Records to process:
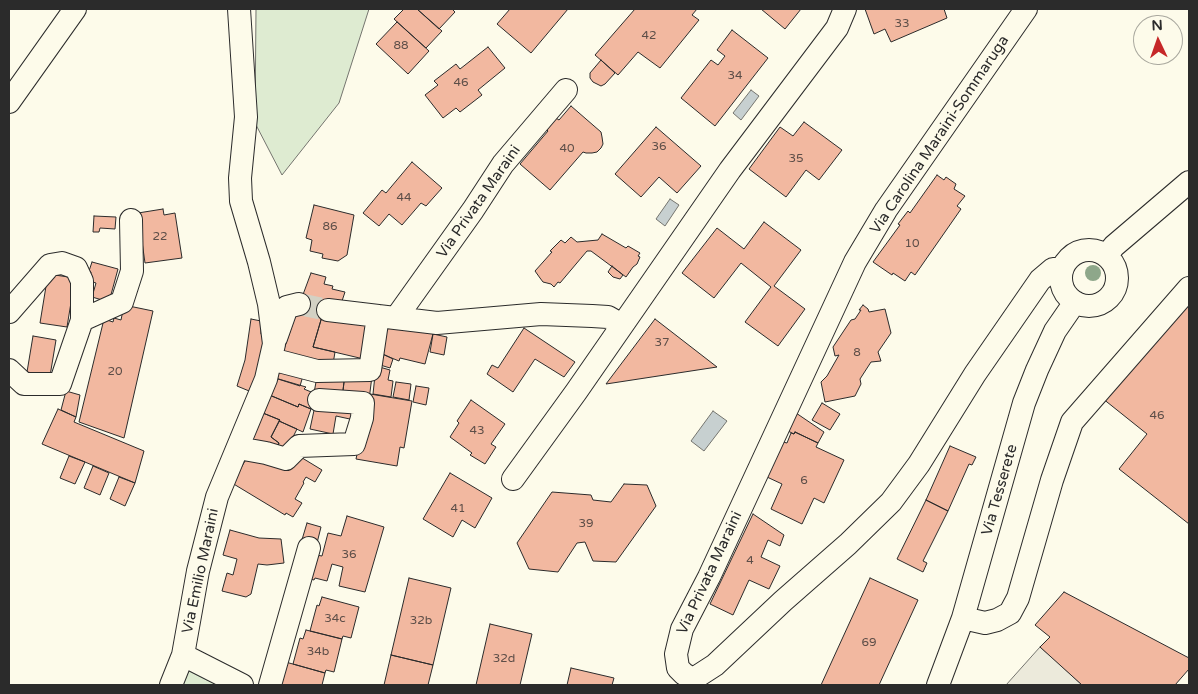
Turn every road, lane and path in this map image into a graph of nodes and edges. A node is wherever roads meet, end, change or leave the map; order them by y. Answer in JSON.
{"nodes":[{"id":1,"x":75,"y":9,"type":"edge"},
{"id":2,"x":239,"y":9,"type":"edge"},
{"id":3,"x":846,"y":9,"type":"edge"},
{"id":4,"x":1026,"y":9,"type":"edge"},
{"id":5,"x":566,"y":90,"type":"dead end"},
{"id":6,"x":9,"y":102,"type":"edge"},
{"id":7,"x":1189,"y":182,"type":"edge"},
{"id":8,"x":131,"y":220,"type":"dead end"},
{"id":9,"x":1106,"y":256,"type":"junction"},
{"id":10,"x":855,"y":262,"type":"joint"},
{"id":11,"x":1062,"y":269,"type":"junction"},
{"id":12,"x":1189,"y":288,"type":"edge"},
{"id":13,"x":1075,"y":302,"type":"junction"},
{"id":14,"x":293,"y":306,"type":"dead end"},
{"id":15,"x":328,"y":310,"type":"tunnel mouth"},
{"id":16,"x":9,"y":312,"type":"edge"},
{"id":17,"x":387,"y":317,"type":"junction"},
{"id":18,"x":82,"y":320,"type":"junction"},
{"id":19,"x":622,"y":325,"type":"junction"},
{"id":20,"x":272,"y":351,"type":"junction"},
{"id":21,"x":9,"y":370,"type":"edge"},
{"id":22,"x":319,"y":400,"type":"dead end"},
{"id":23,"x":238,"y":448,"type":"junction"},
{"id":24,"x":513,"y":479,"type":"dead end"},
{"id":25,"x":309,"y":548,"type":"dead end"},
{"id":26,"x":963,"y":618,"type":"junction"},
{"id":27,"x":183,"y":655,"type":"junction"},
{"id":28,"x":171,"y":685,"type":"edge"},
{"id":29,"x":242,"y":685,"type":"edge"},
{"id":30,"x":270,"y":685,"type":"edge"},
{"id":31,"x":938,"y":685,"type":"edge"}],
"edges":[{"from":1,"to":6,"type":"street"},
{"from":2,"to":20,"type":"street","name":"Via Emilio Maraini"},
{"from":3,"to":19,"type":"street"},
{"from":4,"to":10,"type":"street","name":"Via Carolina Maraini-Sommaruga"},
{"from":5,"to":17,"type":"street","name":"Via Privata Maraini"},
{"from":7,"to":9,"type":"street"},
{"from":8,"to":18,"type":"street"},
{"from":9,"to":11,"type":"street"},
{"from":9,"to":13,"type":"street"},
{"from":10,"to":11,"type":"street","name":"Via Privata Maraini"},
{"from":11,"to":13,"type":"street"},
{"from":12,"to":26,"type":"street"},
{"from":13,"to":26,"type":"street","name":"Via Tesserete"},
{"from":14,"to":20,"type":"street","name":"Via Emilio Maraini"},
{"from":15,"to":17,"type":"street"},
{"from":16,"to":18,"type":"street"},
{"from":17,"to":19,"type":"street"},
{"from":17,"to":20,"type":"street"},
{"from":18,"to":21,"type":"street"},
{"from":19,"to":24,"type":"street"},
{"from":20,"to":23,"type":"street","name":"Via Emilio Maraini"},
{"from":22,"to":23,"type":"street"},
{"from":23,"to":27,"type":"street","name":"Via Emilio Maraini"},
{"from":25,"to":30,"type":"street"},
{"from":26,"to":31,"type":"street","name":"Via Tesserete"},
{"from":27,"to":28,"type":"street","name":"Via Emilio Maraini"},
{"from":27,"to":29,"type":"street"}]}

Work task: Take from the listing above each line that contains the string "Emilio".

Task output:
{"from":2,"to":20,"type":"street","name":"Via Emilio Maraini"},
{"from":14,"to":20,"type":"street","name":"Via Emilio Maraini"},
{"from":20,"to":23,"type":"street","name":"Via Emilio Maraini"},
{"from":23,"to":27,"type":"street","name":"Via Emilio Maraini"},
{"from":27,"to":28,"type":"street","name":"Via Emilio Maraini"},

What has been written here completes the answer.